**WHAT YOU ARE ASKED TO DO:**
Pull out every line below that holds the word "main".

Stored data

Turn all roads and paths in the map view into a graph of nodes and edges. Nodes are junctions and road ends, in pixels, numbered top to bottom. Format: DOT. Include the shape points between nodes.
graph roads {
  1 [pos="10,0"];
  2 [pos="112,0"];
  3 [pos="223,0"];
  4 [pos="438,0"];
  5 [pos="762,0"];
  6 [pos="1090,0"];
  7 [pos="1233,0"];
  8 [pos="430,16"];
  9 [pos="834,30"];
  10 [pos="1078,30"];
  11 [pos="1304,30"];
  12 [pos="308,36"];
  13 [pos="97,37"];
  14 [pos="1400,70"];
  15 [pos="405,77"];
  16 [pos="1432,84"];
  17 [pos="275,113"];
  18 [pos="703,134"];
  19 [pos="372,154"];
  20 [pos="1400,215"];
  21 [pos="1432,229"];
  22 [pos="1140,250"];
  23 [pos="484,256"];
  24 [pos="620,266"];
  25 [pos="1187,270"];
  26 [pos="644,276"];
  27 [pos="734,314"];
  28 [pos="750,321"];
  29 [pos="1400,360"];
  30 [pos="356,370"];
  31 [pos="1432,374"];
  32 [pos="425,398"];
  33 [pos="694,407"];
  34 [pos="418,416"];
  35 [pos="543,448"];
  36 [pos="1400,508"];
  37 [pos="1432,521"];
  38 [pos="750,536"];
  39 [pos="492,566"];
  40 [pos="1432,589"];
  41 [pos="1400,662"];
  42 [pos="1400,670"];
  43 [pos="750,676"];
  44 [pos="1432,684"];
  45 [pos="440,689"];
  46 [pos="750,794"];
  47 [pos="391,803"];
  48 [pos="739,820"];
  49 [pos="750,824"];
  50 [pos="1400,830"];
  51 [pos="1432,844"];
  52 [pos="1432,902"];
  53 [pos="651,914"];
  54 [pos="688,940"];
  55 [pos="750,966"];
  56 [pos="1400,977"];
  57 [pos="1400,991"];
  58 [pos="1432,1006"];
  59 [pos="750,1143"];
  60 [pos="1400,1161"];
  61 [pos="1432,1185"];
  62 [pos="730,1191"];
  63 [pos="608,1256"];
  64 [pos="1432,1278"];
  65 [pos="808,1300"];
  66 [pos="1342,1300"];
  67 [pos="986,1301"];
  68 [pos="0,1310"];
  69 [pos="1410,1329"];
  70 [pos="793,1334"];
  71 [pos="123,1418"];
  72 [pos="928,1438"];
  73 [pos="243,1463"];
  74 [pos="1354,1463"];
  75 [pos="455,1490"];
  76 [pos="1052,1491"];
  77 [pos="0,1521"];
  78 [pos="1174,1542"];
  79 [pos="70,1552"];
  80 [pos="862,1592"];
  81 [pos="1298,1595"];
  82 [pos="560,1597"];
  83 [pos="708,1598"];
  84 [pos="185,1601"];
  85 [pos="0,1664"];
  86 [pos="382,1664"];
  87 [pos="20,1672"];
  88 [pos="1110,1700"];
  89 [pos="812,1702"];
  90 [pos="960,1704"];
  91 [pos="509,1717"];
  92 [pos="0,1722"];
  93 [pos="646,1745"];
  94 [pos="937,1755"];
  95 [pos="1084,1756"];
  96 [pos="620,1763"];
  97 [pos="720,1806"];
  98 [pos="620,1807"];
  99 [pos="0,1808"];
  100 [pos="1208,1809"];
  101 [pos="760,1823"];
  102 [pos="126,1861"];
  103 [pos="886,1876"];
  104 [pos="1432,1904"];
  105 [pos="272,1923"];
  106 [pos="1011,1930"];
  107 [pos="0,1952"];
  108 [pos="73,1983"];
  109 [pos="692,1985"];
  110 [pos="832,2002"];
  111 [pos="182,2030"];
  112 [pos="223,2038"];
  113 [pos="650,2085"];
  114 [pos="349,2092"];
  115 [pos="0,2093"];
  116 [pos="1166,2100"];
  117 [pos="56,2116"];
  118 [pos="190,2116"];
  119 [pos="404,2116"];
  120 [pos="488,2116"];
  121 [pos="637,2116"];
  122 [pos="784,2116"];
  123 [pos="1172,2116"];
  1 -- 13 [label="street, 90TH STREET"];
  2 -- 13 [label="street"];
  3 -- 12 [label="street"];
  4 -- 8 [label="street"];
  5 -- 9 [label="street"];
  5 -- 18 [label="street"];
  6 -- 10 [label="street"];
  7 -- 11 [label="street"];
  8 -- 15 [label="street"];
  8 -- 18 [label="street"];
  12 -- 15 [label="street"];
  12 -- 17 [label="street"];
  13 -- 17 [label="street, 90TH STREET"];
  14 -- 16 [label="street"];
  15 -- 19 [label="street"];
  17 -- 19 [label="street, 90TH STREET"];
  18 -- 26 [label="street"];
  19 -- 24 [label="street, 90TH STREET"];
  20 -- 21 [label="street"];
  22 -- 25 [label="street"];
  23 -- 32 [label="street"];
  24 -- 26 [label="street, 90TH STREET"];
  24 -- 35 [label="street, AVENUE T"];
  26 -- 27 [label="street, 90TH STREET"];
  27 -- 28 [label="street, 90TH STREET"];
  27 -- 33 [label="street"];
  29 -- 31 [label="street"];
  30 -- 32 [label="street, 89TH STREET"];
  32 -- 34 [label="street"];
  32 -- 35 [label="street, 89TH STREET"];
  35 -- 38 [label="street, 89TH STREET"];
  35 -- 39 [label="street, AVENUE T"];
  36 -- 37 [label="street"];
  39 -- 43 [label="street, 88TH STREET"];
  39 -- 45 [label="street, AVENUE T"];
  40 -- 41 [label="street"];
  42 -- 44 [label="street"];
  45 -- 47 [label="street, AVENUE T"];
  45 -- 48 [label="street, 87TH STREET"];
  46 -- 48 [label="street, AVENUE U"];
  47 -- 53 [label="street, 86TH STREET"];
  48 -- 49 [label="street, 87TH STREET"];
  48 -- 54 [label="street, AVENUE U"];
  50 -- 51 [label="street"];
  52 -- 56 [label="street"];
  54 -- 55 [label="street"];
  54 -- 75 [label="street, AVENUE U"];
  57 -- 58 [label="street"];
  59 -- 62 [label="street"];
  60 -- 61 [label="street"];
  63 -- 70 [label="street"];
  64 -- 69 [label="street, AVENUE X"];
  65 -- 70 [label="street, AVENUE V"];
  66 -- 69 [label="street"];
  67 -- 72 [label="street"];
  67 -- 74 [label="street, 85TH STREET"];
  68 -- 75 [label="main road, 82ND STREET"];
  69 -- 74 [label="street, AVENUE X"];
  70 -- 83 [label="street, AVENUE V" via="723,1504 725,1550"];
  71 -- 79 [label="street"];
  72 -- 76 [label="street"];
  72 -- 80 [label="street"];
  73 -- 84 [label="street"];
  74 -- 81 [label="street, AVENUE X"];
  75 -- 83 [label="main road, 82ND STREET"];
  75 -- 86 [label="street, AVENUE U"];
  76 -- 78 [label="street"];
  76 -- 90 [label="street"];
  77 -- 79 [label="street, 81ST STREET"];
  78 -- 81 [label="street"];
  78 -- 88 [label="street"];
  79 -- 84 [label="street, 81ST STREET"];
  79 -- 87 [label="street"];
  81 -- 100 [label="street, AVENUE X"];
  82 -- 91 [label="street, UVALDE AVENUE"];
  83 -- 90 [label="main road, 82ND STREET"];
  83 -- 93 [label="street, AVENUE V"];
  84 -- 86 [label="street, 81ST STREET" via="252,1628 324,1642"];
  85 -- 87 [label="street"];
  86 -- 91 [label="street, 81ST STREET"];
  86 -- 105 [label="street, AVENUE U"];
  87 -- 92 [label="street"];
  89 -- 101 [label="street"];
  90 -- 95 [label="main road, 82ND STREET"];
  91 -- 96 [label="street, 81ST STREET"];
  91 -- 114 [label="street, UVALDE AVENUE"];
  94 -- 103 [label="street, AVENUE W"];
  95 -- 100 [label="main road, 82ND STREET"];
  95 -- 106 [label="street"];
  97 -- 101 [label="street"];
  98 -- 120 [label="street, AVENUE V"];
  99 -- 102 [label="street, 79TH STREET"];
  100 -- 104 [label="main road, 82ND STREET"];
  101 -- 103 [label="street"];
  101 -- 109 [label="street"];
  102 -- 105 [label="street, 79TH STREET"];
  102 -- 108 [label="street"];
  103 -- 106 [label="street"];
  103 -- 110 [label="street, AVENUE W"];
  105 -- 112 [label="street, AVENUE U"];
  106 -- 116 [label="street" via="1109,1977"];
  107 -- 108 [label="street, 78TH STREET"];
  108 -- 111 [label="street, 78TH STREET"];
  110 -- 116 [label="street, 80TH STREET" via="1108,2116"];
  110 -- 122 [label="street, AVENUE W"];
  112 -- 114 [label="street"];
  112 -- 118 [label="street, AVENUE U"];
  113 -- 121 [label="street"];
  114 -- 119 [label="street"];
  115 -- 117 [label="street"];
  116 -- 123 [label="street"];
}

**SOLUTION TO THIS EXERCISE:**
  68 -- 75 [label="main road, 82ND STREET"];
  75 -- 83 [label="main road, 82ND STREET"];
  83 -- 90 [label="main road, 82ND STREET"];
  90 -- 95 [label="main road, 82ND STREET"];
  95 -- 100 [label="main road, 82ND STREET"];
  100 -- 104 [label="main road, 82ND STREET"];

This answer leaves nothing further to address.